Find every line containing the string "Court" in the data below, and report how many there are, with no other words.

[Opening Data shown section]

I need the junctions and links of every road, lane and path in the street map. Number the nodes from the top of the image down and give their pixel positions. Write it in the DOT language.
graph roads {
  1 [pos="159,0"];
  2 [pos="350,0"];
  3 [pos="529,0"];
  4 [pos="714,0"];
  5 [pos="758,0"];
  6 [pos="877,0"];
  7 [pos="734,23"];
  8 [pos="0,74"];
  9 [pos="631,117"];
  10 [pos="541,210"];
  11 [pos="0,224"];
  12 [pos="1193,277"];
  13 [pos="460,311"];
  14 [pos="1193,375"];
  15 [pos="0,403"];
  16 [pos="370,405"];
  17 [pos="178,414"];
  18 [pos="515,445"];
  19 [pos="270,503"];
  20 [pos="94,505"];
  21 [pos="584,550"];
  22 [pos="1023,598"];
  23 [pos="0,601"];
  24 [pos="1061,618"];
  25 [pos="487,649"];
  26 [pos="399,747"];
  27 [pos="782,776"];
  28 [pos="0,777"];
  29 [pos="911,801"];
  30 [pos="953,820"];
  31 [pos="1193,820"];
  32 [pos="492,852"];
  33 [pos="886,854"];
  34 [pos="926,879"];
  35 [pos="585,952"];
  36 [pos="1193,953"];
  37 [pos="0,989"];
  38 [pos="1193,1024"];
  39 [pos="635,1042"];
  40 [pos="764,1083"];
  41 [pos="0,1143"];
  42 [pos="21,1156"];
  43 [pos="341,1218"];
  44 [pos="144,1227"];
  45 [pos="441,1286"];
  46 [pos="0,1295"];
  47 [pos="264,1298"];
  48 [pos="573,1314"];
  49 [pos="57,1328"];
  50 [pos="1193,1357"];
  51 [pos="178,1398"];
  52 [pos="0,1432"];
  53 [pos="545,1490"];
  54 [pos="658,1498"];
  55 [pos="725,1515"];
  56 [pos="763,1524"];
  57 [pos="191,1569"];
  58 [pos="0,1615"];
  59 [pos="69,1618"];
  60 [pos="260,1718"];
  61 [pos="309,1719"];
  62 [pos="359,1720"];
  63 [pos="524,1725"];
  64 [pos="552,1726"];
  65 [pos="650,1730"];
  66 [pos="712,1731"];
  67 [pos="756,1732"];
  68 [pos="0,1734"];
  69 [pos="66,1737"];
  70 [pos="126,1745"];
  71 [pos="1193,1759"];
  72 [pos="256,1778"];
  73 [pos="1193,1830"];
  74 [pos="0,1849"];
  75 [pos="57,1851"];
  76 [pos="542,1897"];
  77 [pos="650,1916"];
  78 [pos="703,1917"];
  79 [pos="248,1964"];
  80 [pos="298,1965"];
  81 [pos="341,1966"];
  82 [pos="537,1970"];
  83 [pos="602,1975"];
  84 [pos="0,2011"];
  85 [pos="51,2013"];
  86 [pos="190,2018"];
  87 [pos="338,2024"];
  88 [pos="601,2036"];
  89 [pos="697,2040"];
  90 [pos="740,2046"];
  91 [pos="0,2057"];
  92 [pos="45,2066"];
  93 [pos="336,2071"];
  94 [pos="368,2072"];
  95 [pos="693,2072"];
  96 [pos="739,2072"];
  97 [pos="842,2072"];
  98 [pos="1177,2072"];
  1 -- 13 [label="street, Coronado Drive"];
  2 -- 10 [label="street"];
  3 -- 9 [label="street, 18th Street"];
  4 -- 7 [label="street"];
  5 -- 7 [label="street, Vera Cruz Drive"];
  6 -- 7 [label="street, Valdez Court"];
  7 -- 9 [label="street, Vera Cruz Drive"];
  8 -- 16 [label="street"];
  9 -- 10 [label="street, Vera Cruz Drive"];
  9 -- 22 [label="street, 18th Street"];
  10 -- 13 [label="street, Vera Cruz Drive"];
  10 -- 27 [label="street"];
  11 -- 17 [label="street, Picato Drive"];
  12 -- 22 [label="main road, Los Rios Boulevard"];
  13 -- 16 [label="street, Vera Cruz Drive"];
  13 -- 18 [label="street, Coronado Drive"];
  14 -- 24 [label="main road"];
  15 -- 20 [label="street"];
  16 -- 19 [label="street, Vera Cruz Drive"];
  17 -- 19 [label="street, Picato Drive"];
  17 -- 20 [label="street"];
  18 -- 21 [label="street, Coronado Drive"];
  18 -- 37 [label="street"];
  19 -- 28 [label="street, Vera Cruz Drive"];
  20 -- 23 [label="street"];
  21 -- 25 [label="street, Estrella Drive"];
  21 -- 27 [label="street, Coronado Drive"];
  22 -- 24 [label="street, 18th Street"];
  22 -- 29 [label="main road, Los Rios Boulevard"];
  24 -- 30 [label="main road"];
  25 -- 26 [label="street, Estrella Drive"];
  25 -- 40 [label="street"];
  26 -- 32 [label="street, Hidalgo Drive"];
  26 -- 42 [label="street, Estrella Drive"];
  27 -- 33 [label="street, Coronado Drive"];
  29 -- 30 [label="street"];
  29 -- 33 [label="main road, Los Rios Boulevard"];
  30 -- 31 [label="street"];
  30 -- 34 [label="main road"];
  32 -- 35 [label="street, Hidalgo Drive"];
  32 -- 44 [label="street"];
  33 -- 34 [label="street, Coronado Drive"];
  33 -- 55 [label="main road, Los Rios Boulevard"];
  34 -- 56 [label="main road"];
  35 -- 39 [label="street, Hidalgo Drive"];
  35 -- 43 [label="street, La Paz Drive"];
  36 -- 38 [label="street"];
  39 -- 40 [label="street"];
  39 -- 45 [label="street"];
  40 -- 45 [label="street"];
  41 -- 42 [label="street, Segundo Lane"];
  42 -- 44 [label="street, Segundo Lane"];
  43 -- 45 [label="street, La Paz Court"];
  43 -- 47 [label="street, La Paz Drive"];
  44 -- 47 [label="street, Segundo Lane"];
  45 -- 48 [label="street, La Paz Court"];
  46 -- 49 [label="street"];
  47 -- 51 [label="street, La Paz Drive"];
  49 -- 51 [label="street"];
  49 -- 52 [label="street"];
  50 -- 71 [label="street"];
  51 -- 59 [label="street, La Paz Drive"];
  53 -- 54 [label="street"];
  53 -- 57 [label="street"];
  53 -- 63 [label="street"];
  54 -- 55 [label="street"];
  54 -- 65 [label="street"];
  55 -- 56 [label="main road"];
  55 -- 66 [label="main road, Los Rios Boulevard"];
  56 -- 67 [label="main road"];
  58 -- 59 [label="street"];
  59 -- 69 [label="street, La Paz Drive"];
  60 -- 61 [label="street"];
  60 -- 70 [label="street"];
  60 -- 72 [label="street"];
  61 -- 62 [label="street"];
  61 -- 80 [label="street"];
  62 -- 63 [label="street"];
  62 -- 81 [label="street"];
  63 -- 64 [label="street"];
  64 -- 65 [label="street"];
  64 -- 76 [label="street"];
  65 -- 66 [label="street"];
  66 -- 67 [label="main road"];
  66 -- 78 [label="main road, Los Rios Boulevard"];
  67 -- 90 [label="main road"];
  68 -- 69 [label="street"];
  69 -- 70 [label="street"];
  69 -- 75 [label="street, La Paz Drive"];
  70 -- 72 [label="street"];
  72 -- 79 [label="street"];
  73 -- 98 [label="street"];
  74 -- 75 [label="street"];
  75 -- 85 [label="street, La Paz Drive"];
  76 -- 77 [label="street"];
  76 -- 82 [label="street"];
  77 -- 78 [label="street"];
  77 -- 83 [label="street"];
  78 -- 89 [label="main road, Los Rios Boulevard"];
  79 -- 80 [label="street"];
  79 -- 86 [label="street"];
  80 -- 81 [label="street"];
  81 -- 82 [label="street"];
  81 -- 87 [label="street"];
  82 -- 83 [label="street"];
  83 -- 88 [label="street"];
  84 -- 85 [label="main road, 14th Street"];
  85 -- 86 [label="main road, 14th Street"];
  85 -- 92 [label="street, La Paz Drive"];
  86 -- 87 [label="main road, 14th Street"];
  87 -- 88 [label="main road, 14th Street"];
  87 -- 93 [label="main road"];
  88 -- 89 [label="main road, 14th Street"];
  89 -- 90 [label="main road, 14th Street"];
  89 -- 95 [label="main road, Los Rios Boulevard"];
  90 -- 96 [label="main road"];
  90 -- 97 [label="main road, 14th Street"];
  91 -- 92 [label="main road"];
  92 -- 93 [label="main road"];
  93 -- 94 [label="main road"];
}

[Closing Data shown section]

** Solution for this problem **
3